_Try it_. Restating the records exactly is the whole task.

Data excerpts
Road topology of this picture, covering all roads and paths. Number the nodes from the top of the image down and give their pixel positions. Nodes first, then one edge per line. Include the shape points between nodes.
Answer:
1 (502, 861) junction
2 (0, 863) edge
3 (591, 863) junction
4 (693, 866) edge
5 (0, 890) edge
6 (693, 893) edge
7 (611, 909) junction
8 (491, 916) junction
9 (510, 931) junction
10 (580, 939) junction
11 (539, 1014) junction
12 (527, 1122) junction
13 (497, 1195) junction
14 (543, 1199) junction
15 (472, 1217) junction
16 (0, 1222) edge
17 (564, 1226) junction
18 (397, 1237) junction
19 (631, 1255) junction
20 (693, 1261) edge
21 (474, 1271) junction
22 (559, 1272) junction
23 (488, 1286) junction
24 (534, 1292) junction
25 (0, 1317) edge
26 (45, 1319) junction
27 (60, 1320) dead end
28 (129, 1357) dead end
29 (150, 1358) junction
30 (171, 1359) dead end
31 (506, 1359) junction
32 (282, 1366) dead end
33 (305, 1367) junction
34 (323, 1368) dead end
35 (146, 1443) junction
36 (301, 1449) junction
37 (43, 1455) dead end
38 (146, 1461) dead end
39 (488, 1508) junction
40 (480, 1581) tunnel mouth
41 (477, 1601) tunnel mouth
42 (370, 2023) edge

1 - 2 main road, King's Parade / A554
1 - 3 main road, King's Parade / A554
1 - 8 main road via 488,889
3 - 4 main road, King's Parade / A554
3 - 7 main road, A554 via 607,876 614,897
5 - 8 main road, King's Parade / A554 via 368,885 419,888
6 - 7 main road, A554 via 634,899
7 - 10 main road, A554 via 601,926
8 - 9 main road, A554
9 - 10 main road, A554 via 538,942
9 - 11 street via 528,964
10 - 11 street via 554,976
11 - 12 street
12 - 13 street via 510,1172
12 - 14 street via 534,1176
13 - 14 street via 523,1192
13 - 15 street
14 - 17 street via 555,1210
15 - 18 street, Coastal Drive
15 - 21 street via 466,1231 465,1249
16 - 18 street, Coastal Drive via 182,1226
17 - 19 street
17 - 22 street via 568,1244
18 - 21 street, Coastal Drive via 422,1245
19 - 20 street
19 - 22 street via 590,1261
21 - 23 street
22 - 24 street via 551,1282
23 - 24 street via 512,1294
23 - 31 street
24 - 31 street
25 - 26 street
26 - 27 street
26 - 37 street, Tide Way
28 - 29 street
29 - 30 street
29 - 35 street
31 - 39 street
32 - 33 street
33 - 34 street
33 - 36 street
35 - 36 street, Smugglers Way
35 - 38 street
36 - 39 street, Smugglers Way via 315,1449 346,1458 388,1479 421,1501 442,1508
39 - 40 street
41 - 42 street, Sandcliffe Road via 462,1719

_Solution_.
Road topology of this picture, covering all roads and paths. Number the nodes from the top of the image down and give their pixel positions. Nodes first, then one edge per line. Include the shape points between nodes.
Answer:
1 (502, 861) junction
2 (0, 863) edge
3 (591, 863) junction
4 (693, 866) edge
5 (0, 890) edge
6 (693, 893) edge
7 (611, 909) junction
8 (491, 916) junction
9 (510, 931) junction
10 (580, 939) junction
11 (539, 1014) junction
12 (527, 1122) junction
13 (497, 1195) junction
14 (543, 1199) junction
15 (472, 1217) junction
16 (0, 1222) edge
17 (564, 1226) junction
18 (397, 1237) junction
19 (631, 1255) junction
20 (693, 1261) edge
21 (474, 1271) junction
22 (559, 1272) junction
23 (488, 1286) junction
24 (534, 1292) junction
25 (0, 1317) edge
26 (45, 1319) junction
27 (60, 1320) dead end
28 (129, 1357) dead end
29 (150, 1358) junction
30 (171, 1359) dead end
31 (506, 1359) junction
32 (282, 1366) dead end
33 (305, 1367) junction
34 (323, 1368) dead end
35 (146, 1443) junction
36 (301, 1449) junction
37 (43, 1455) dead end
38 (146, 1461) dead end
39 (488, 1508) junction
40 (480, 1581) tunnel mouth
41 (477, 1601) tunnel mouth
42 (370, 2023) edge

1 - 2 main road, King's Parade / A554
1 - 3 main road, King's Parade / A554
1 - 8 main road via 488,889
3 - 4 main road, King's Parade / A554
3 - 7 main road, A554 via 607,876 614,897
5 - 8 main road, King's Parade / A554 via 368,885 419,888
6 - 7 main road, A554 via 634,899
7 - 10 main road, A554 via 601,926
8 - 9 main road, A554
9 - 10 main road, A554 via 538,942
9 - 11 street via 528,964
10 - 11 street via 554,976
11 - 12 street
12 - 13 street via 510,1172
12 - 14 street via 534,1176
13 - 14 street via 523,1192
13 - 15 street
14 - 17 street via 555,1210
15 - 18 street, Coastal Drive
15 - 21 street via 466,1231 465,1249
16 - 18 street, Coastal Drive via 182,1226
17 - 19 street
17 - 22 street via 568,1244
18 - 21 street, Coastal Drive via 422,1245
19 - 20 street
19 - 22 street via 590,1261
21 - 23 street
22 - 24 street via 551,1282
23 - 24 street via 512,1294
23 - 31 street
24 - 31 street
25 - 26 street
26 - 27 street
26 - 37 street, Tide Way
28 - 29 street
29 - 30 street
29 - 35 street
31 - 39 street
32 - 33 street
33 - 34 street
33 - 36 street
35 - 36 street, Smugglers Way
35 - 38 street
36 - 39 street, Smugglers Way via 315,1449 346,1458 388,1479 421,1501 442,1508
39 - 40 street
41 - 42 street, Sandcliffe Road via 462,1719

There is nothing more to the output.